[Stored entries]
------------
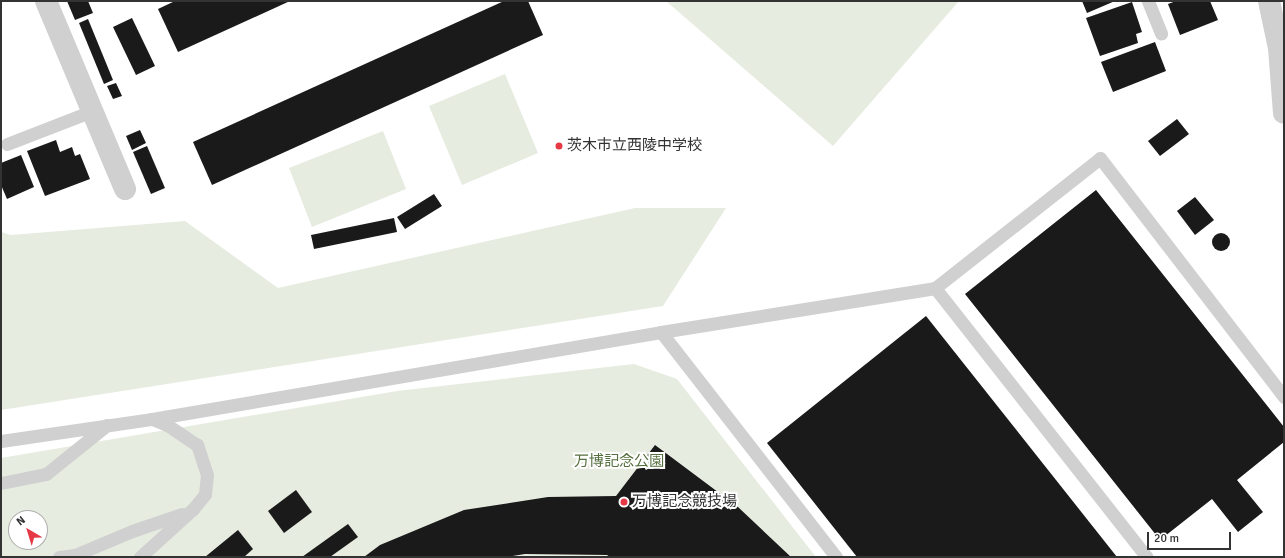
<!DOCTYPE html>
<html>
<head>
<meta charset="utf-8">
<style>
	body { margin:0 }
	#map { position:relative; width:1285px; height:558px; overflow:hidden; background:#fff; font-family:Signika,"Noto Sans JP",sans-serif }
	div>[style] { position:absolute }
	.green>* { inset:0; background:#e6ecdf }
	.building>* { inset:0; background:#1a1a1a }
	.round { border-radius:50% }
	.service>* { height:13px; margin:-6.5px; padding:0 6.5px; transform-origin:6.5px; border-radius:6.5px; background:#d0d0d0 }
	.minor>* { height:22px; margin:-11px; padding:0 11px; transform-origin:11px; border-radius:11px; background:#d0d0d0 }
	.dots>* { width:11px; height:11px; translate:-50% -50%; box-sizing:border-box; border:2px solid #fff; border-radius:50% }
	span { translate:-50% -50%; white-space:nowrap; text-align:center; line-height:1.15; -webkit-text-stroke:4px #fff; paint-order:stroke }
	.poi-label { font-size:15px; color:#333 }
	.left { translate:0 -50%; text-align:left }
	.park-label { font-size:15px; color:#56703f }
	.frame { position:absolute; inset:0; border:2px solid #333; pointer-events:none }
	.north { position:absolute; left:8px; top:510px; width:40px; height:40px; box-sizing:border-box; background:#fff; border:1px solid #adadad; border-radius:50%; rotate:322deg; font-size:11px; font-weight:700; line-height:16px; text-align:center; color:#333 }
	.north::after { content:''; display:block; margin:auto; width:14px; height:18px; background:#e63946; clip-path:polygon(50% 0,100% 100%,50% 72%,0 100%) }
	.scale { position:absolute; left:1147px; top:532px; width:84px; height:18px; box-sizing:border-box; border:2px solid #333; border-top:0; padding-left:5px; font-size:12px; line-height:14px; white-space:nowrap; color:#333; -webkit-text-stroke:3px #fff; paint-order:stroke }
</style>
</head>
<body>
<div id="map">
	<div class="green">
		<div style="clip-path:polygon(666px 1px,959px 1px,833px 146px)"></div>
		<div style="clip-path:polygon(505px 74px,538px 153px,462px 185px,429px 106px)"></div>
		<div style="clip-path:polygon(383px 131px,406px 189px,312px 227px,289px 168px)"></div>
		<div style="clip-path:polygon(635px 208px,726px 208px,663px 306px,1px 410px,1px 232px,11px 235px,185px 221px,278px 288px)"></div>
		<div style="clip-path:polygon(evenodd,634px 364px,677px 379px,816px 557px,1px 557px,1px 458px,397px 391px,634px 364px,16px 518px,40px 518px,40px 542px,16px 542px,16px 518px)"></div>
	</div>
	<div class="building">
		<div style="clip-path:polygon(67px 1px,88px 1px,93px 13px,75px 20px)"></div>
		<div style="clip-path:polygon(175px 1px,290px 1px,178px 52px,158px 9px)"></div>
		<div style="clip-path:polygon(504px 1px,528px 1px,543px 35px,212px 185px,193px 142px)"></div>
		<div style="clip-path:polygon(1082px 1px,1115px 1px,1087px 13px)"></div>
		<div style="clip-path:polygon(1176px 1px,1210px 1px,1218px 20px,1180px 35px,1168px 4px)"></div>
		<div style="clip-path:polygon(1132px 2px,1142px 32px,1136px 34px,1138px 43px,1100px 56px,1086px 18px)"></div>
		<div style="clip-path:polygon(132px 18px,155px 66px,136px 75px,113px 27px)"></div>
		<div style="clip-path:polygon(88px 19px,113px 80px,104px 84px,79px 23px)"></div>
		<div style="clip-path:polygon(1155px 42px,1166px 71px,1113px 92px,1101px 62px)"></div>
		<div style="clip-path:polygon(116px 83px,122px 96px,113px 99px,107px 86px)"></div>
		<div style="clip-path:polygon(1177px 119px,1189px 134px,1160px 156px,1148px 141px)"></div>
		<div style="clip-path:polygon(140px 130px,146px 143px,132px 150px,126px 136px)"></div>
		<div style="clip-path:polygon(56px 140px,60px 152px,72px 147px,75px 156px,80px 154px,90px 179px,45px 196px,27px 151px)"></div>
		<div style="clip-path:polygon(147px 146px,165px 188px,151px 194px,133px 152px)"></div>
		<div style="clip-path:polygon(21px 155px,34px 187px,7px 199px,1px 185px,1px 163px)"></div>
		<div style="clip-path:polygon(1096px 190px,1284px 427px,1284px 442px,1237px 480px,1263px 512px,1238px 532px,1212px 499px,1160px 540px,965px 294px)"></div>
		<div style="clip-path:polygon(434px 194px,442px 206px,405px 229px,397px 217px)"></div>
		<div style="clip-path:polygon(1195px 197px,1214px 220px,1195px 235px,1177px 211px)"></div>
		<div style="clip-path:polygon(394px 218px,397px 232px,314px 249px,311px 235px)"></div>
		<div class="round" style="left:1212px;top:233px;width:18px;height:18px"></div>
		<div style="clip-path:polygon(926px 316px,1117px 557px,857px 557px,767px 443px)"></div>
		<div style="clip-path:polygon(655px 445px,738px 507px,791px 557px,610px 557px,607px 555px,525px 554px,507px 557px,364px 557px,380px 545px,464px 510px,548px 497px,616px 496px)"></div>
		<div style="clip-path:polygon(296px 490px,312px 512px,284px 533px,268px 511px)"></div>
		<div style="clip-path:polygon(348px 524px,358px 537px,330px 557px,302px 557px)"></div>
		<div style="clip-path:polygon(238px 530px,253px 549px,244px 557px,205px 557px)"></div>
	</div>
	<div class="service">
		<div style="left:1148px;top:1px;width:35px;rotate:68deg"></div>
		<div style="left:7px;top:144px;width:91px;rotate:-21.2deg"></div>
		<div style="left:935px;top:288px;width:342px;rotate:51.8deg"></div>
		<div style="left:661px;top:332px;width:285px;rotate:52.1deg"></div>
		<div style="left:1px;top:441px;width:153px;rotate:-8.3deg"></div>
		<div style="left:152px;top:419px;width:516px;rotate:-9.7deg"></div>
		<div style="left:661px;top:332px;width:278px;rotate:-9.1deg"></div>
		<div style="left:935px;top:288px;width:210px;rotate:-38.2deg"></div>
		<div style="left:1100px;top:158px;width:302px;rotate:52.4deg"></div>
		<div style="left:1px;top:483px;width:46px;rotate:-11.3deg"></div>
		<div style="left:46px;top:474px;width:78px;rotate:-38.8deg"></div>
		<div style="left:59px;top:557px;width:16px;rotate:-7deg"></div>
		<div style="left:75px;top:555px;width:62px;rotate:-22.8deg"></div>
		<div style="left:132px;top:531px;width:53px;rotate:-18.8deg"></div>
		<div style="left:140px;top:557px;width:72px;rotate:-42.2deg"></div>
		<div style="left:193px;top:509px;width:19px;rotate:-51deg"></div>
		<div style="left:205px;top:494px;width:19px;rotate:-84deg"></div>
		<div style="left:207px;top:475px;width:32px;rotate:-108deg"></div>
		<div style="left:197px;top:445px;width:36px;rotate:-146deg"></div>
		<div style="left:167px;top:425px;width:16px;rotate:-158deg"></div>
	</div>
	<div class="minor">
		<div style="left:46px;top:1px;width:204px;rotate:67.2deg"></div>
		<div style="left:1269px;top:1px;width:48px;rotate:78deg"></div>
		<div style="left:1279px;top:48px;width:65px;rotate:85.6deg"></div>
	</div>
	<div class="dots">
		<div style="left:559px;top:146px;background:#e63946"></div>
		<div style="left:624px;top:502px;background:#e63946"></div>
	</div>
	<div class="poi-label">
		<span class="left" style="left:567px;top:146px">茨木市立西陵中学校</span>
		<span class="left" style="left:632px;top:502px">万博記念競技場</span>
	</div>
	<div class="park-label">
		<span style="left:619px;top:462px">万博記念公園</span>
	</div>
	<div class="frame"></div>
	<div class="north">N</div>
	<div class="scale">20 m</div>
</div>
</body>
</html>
------------
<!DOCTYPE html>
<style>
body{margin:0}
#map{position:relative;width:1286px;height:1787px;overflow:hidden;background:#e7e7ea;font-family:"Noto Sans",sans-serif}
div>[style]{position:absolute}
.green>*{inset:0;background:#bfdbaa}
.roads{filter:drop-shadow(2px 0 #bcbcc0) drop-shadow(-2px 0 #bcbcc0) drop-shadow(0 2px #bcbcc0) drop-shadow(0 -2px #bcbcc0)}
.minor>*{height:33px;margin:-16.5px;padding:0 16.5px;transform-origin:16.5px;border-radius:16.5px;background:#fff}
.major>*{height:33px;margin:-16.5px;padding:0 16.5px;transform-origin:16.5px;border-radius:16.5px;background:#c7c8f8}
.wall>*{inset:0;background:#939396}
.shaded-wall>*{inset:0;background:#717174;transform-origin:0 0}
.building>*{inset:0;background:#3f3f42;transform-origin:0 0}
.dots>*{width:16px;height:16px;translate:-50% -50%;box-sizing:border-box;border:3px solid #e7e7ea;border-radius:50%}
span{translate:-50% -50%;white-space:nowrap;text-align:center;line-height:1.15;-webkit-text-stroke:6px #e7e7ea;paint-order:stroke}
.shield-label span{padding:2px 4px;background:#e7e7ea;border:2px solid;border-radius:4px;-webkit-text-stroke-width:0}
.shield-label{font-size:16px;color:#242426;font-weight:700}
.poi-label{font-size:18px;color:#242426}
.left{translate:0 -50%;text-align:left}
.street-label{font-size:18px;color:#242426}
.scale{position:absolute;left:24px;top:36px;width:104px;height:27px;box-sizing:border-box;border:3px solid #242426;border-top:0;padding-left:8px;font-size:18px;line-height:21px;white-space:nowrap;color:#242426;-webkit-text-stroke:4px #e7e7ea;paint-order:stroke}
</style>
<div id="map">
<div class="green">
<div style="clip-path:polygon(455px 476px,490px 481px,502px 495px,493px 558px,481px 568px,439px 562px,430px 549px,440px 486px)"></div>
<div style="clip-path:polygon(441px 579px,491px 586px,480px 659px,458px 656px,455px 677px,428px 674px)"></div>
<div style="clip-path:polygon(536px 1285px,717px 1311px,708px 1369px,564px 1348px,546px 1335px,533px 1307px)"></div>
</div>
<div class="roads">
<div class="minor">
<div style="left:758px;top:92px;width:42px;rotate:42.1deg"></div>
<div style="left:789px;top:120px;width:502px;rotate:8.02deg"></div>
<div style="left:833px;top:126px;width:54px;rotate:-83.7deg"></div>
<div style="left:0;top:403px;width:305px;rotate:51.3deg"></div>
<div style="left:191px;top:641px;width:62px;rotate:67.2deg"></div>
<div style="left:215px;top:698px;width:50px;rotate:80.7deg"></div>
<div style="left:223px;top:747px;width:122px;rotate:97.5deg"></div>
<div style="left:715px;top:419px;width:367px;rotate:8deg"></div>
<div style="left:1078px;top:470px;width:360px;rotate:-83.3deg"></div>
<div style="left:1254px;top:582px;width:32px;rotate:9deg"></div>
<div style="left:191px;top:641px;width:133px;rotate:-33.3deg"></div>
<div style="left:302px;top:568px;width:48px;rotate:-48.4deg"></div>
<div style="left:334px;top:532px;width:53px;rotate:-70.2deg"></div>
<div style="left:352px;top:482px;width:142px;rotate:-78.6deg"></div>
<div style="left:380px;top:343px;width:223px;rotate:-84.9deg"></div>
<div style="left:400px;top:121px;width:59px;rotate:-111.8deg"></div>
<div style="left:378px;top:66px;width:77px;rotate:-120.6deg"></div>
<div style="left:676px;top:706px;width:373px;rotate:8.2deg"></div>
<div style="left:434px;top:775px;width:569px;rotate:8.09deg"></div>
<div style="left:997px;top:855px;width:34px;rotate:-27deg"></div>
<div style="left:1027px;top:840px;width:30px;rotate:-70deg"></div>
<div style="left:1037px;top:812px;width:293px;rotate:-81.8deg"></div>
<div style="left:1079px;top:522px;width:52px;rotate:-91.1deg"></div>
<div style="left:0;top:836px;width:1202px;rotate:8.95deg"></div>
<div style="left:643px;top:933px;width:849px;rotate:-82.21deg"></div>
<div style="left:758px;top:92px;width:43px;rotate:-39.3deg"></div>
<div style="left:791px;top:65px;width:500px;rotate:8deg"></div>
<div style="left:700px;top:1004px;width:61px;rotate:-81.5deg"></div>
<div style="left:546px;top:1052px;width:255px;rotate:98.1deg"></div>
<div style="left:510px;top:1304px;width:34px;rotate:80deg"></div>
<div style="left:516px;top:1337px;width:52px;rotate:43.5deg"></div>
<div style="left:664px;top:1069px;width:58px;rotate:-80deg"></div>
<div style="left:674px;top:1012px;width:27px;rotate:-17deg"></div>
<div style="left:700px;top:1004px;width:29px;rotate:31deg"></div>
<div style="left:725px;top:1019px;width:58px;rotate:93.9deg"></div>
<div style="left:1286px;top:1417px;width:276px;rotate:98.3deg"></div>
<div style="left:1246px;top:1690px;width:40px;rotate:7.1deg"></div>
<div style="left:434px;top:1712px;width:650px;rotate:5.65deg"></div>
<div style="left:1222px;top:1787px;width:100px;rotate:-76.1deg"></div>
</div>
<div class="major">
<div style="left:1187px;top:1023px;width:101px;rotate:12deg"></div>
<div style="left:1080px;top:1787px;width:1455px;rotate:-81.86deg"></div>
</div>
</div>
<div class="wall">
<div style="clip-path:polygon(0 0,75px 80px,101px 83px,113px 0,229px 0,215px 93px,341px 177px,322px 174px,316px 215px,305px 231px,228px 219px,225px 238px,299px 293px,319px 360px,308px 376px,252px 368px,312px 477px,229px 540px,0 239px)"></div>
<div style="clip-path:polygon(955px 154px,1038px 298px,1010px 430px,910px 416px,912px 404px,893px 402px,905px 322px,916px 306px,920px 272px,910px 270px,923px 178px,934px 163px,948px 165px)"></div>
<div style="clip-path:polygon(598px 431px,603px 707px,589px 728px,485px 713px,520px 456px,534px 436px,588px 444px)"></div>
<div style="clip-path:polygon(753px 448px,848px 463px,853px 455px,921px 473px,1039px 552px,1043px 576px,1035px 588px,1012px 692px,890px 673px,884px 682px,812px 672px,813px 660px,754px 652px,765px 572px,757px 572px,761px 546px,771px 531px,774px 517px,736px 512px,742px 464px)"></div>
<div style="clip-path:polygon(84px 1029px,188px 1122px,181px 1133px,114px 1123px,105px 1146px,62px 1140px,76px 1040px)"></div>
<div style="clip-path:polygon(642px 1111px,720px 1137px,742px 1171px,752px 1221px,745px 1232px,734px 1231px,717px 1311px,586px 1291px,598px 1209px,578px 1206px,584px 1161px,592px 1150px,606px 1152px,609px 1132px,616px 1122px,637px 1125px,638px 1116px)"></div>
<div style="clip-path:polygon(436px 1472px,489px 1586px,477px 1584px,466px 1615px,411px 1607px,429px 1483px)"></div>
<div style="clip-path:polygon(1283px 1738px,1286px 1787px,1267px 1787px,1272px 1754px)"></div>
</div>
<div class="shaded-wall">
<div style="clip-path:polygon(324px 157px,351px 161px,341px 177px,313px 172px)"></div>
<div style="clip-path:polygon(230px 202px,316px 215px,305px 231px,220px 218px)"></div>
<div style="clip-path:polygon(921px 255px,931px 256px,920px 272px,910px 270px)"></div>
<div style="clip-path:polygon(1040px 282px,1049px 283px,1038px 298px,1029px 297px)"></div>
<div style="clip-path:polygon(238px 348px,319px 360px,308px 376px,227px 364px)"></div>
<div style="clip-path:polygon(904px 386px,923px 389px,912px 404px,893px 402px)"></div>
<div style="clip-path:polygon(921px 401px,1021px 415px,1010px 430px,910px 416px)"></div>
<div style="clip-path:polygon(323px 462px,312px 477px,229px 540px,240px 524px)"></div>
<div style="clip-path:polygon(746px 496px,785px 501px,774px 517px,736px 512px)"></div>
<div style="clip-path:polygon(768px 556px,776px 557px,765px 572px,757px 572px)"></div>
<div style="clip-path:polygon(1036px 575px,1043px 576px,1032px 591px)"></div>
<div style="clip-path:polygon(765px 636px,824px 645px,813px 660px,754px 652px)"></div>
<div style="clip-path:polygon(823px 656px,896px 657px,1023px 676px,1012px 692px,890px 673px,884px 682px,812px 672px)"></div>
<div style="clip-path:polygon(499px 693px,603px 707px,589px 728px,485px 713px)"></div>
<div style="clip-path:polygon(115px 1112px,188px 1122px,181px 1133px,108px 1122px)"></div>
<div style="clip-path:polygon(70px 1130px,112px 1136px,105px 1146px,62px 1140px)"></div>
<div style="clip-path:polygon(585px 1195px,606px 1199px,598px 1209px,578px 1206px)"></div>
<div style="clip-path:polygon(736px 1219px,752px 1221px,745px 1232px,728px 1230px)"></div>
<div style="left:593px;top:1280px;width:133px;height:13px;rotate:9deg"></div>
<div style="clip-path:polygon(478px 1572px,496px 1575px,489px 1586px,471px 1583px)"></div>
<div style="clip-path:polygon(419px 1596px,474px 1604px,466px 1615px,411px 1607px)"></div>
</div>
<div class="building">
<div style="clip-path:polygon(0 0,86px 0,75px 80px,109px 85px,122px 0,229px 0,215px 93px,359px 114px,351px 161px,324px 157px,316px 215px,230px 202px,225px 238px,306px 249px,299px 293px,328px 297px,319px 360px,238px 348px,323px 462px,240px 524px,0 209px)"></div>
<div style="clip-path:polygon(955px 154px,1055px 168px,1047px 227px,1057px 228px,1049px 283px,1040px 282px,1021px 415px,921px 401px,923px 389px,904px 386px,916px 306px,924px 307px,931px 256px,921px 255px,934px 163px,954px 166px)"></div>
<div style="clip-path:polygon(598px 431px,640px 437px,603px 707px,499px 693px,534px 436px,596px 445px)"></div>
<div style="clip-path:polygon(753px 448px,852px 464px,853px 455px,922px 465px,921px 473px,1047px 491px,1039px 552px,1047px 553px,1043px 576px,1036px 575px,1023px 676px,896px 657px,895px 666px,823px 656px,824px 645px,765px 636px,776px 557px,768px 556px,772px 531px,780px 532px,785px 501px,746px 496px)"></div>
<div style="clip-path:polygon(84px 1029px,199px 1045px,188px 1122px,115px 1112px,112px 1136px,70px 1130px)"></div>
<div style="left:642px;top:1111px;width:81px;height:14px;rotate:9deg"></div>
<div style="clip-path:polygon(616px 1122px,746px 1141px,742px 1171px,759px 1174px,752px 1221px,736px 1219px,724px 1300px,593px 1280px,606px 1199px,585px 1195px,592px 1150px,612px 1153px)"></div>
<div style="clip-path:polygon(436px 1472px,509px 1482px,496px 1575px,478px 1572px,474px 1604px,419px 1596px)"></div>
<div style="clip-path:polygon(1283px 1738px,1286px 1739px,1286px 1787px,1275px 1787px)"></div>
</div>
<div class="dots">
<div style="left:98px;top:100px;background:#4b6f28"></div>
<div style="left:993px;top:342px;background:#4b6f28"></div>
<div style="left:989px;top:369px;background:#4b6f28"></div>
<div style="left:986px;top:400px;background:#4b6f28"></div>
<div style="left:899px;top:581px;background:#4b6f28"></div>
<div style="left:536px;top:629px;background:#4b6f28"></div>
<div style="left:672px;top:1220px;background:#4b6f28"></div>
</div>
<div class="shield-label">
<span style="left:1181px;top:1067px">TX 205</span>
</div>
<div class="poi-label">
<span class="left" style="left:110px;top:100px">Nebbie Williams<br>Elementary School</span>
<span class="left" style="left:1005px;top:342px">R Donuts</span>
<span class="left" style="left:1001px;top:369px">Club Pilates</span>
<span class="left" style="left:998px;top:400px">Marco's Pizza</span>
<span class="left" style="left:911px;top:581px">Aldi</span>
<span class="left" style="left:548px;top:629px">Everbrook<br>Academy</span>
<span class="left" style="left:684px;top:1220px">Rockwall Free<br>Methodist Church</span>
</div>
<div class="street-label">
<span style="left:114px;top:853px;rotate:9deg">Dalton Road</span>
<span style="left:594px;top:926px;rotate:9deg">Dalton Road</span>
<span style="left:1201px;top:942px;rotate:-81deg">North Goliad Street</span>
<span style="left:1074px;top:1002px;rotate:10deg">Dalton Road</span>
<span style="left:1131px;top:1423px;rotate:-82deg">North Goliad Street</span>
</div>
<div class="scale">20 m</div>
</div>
------------
HOW TO COMPLETE THIS TASK: Copy each line in the data that holds the word "family".

RESULT FOR THIS EXERCISE:
	#map { position:relative; width:1285px; height:558px; overflow:hidden; background:#fff; font-family:Signika,"Noto Sans JP",sans-serif }
#map{position:relative;width:1286px;height:1787px;overflow:hidden;background:#e7e7ea;font-family:"Noto Sans",sans-serif}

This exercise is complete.